Meghan Trainor’s hit song All About That Bass has been given rocket boosters by a group of Nasa interns
Turns out, Nasa isn’t just OK at this space-exploration thing, the aeronautics agency is also a dab hand at musical parodies.
To help celebrate this week’s successful Orion mission-to-Mars practice launch , a group of Nasa interns has performed a cover of pop star Meghan Trainor ’s hit song All About That Bass (did you see what they did there? Space? Bass?

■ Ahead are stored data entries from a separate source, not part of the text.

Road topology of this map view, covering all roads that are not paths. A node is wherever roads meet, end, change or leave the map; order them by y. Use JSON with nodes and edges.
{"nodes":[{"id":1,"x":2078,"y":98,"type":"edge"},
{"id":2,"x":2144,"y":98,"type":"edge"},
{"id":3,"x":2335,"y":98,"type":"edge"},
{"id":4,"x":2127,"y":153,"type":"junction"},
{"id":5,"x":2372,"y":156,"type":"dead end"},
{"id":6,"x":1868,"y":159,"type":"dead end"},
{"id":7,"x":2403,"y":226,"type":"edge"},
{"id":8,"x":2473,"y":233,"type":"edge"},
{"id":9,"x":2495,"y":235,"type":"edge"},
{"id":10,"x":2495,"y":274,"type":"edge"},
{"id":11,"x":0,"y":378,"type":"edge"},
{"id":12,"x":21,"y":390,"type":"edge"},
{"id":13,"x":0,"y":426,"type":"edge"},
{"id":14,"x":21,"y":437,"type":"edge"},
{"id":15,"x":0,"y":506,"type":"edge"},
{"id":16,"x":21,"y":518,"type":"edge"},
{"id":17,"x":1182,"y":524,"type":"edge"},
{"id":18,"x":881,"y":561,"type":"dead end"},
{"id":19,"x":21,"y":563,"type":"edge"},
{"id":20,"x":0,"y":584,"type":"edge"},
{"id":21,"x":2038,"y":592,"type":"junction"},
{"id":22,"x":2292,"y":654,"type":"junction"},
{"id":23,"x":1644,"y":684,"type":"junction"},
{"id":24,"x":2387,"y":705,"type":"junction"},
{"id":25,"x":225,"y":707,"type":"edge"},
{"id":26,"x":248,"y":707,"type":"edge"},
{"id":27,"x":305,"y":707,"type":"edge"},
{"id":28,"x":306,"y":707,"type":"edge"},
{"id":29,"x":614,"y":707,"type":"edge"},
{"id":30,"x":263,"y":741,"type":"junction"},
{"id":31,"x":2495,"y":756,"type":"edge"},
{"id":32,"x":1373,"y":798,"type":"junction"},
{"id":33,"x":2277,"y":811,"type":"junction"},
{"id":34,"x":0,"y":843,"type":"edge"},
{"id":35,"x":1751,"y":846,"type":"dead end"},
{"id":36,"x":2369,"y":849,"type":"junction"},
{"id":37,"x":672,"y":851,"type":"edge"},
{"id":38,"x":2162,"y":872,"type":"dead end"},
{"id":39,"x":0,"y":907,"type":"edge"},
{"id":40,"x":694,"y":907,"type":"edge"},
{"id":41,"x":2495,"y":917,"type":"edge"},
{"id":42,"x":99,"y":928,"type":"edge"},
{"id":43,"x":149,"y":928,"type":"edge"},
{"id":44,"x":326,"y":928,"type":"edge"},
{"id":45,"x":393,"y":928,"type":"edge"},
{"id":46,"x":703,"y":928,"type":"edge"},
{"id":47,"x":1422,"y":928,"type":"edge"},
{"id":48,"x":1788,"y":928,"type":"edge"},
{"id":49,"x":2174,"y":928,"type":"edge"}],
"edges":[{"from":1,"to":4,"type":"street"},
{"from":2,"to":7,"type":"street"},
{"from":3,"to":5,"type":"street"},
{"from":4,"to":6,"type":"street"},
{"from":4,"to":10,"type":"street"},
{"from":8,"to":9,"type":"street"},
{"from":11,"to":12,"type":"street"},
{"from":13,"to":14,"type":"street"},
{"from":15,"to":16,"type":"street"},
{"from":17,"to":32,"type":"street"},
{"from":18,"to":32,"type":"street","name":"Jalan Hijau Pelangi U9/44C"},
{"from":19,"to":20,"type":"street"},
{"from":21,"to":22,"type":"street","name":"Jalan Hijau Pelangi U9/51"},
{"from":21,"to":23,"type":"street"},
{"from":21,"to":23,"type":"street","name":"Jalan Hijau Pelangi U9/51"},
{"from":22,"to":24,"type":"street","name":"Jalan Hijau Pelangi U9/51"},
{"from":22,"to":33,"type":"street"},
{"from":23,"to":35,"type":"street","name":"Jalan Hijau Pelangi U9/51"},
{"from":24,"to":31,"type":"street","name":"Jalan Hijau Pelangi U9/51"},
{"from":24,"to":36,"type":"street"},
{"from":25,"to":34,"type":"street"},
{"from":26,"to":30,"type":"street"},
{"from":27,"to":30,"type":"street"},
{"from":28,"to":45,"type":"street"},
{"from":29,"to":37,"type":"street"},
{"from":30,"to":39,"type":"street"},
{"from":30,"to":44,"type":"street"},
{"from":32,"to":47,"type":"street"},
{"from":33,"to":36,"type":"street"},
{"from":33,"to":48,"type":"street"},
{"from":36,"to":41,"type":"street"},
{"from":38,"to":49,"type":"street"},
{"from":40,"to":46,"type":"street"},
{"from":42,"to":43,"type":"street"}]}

Rhyming, yeah?).
The video features young people on the Pathways internship programme, dancing to choreographed routines in various locations in the Johnson Space Center , intercut with some quite stunning photographs from around the universe and footage of rockets.
The cover also features alternate lyrics, such as:
Yeah it’s pretty clear / I ain’t commercial crew / but I can launch it, launch it / like I’m supposed to do
If you’ve got boosters, boosters / now put them up, up / because every spacecraft needs propulsion from the bottom to the top
Since its launch on Thursday, All About That Space has been viewed over 200,000 times on YouTube.

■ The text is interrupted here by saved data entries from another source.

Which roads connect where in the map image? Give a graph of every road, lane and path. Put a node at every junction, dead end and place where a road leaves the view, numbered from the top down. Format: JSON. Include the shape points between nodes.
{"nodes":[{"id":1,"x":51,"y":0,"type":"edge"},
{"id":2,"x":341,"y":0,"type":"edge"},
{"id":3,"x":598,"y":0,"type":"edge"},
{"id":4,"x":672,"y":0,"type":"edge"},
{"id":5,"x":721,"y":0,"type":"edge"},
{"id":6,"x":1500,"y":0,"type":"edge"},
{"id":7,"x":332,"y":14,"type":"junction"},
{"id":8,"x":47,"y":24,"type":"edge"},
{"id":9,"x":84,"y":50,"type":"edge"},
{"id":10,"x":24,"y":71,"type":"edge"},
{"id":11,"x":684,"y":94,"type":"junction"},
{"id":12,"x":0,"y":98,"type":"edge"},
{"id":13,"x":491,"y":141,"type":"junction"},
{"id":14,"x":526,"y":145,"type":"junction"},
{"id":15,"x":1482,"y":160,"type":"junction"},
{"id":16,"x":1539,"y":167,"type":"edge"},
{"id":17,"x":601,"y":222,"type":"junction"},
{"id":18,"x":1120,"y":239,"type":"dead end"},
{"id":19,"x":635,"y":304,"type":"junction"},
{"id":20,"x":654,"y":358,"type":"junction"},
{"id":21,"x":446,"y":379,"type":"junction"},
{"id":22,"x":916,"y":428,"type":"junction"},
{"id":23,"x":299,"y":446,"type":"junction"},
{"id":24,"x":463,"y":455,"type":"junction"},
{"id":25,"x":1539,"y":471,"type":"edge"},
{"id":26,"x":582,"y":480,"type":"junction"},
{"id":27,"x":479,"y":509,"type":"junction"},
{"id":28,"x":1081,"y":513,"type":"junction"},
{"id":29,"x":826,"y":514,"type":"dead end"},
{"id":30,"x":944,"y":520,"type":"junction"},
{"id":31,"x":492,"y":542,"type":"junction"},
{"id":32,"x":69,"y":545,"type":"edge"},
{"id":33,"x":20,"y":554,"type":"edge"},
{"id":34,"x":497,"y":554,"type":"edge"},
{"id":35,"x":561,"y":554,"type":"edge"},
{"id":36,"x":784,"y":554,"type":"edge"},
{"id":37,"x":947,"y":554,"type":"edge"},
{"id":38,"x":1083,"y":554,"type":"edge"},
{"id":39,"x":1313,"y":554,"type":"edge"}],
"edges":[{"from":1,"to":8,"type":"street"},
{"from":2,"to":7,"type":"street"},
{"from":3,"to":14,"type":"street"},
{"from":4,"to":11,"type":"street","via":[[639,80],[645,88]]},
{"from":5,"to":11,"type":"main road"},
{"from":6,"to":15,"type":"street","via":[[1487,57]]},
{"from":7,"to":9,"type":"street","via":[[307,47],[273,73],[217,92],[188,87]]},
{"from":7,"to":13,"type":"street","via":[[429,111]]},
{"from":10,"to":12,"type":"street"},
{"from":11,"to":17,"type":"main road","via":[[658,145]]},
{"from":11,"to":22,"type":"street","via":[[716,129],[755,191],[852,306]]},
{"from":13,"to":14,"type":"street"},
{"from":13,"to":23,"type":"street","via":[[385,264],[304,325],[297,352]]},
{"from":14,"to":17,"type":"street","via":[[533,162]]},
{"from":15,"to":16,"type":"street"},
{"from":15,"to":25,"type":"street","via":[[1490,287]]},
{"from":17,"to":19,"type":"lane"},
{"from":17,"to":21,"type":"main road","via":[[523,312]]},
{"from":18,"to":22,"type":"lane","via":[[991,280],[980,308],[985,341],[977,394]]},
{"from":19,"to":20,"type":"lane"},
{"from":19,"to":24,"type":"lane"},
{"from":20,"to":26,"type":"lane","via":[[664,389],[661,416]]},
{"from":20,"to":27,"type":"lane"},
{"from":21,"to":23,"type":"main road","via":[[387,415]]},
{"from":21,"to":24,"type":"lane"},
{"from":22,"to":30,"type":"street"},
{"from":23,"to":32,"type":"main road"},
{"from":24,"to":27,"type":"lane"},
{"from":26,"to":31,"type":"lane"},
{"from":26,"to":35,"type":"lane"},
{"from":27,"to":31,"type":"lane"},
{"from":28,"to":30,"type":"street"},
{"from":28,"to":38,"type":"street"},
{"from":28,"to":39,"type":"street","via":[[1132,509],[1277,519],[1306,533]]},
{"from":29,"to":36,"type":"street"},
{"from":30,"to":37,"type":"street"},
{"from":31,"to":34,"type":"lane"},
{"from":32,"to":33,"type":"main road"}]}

The best thing about this video is that it’s probably the most interesting task a bunch of interns has ever been asked to perform. It’s not fetching tea or coffee; or having to take the office dog for a walk (RIP, Alan, the Tatler dog, killed by an intern when caught in a revolving door).
It doesn’t involve filing or stapling, or running out to Pret with a coffee order for 15 different people, at least four of whom are allergic to something or other.

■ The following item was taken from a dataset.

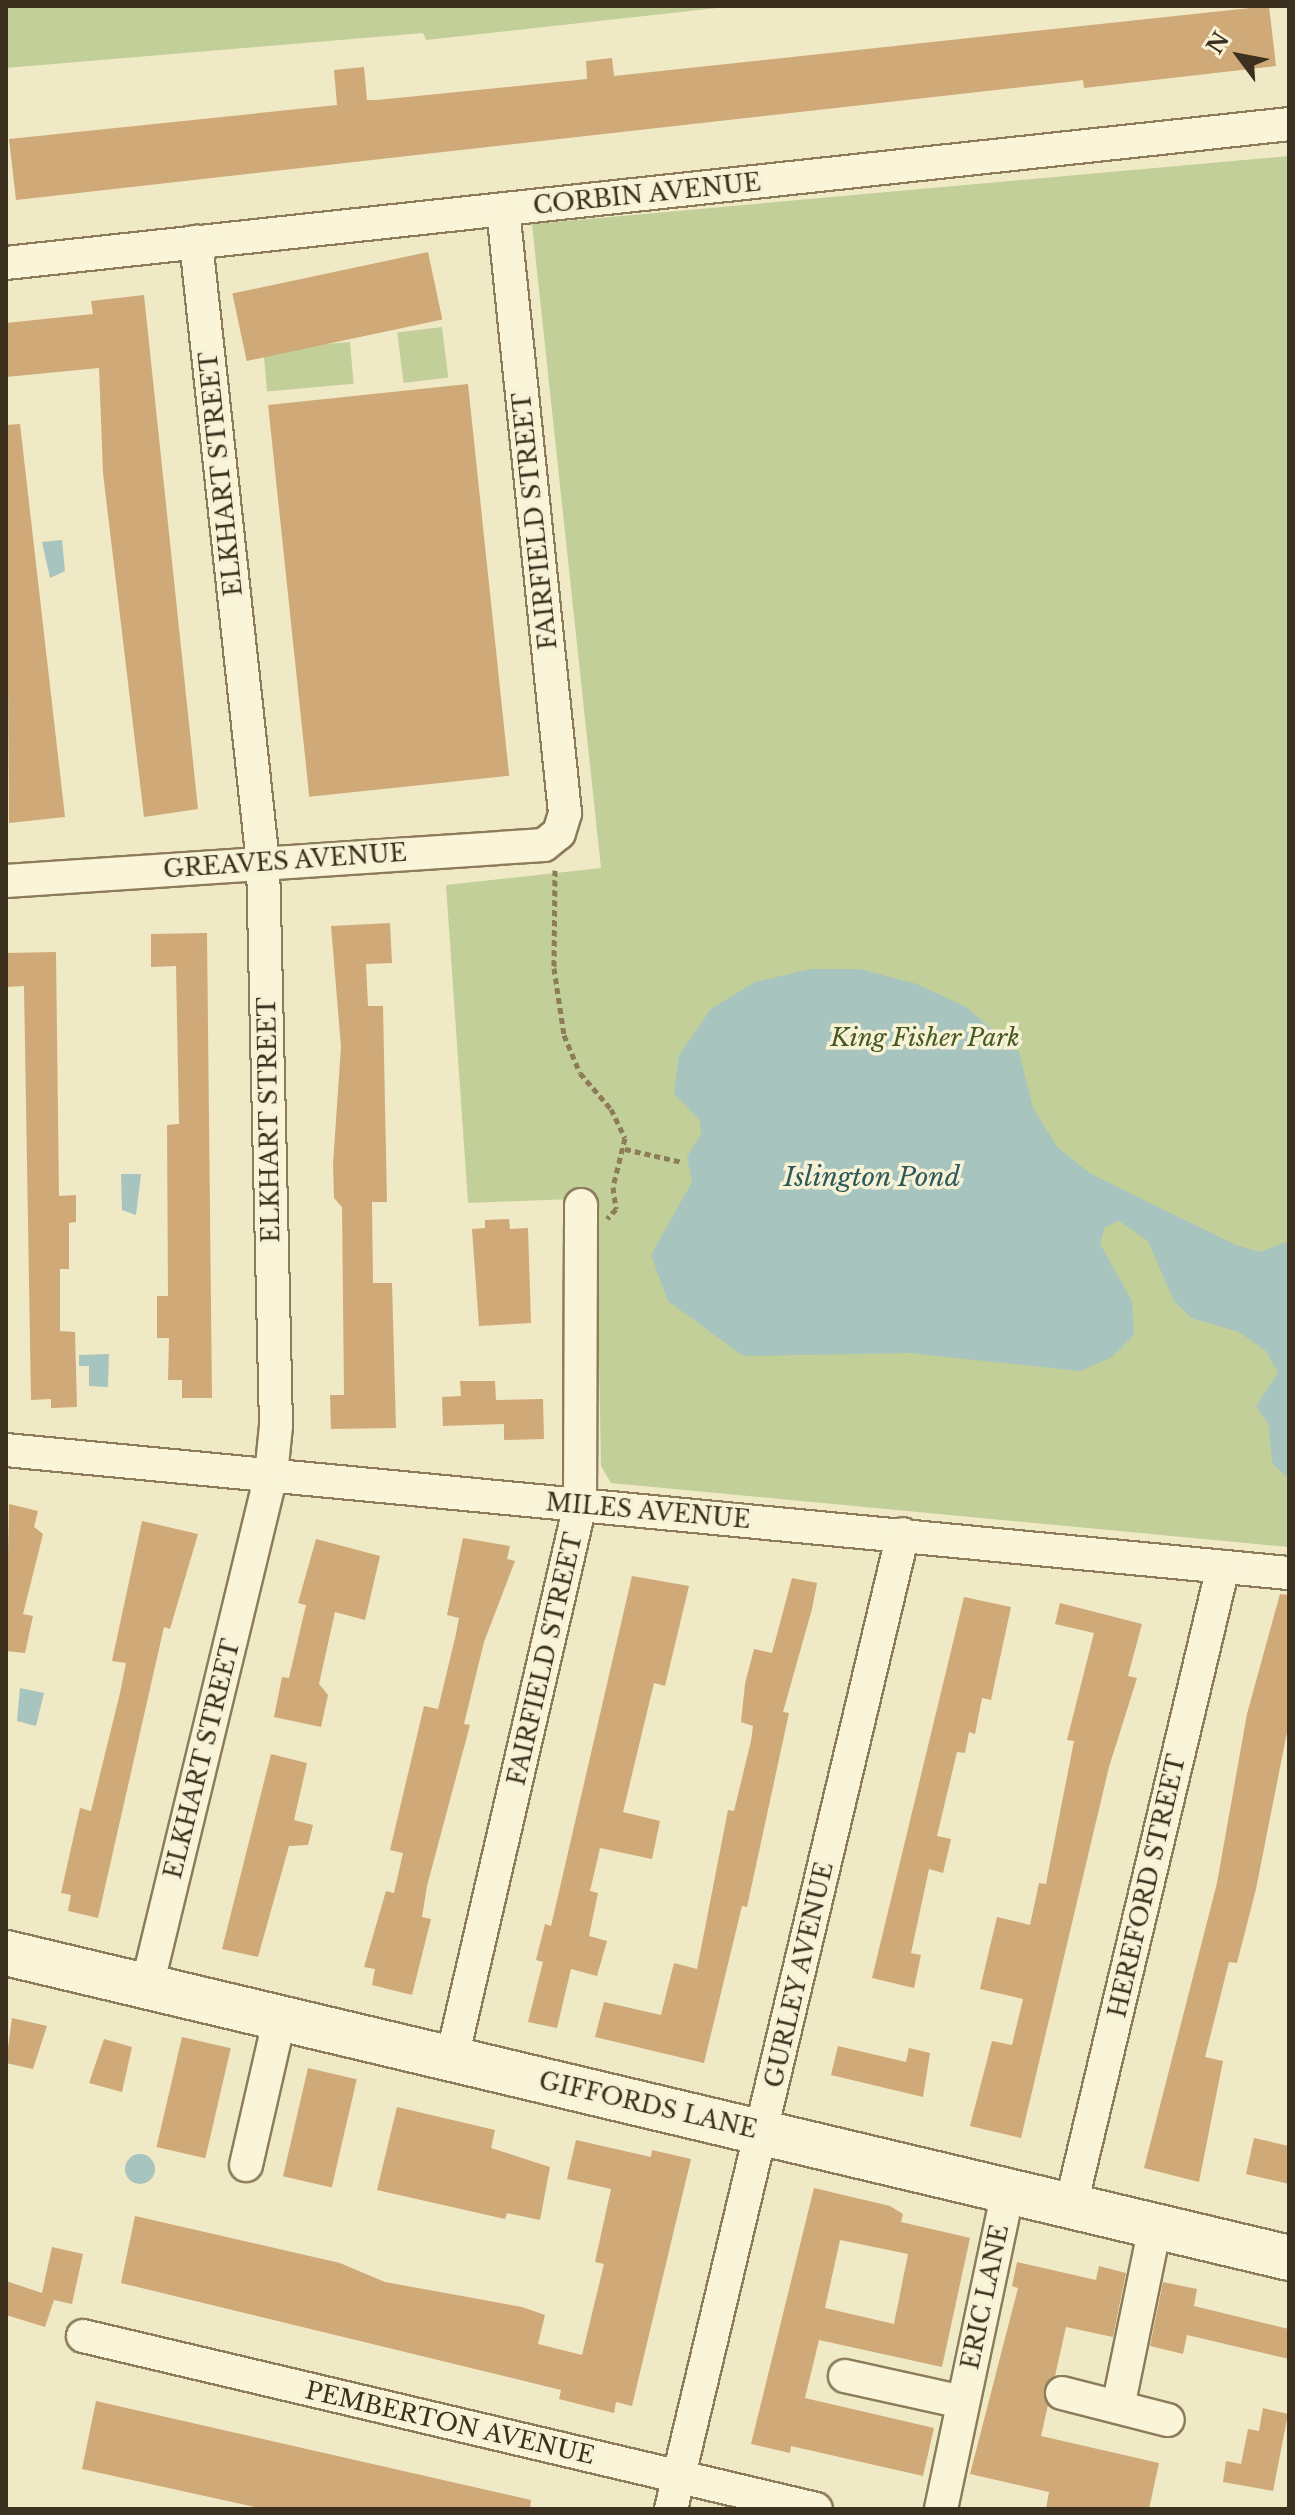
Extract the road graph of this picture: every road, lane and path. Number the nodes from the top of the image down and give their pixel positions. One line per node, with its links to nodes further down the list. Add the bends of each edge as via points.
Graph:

There are, however, some strange things about the video. This guy, for instance, appears to be incongruously dressed as a waiter, or a croupier:
This lady appears to be stuck in a washing machine. But we’ve all been there.
As far as parody covers go though, Nasa has done a pretty good job. The vocal is easier on the ears than Trainor’s is, and the production is almost as good (although that isn’t saying much).
In fact, we’d say the Nasa interns are stars. And this song may well launch their careers into orbit.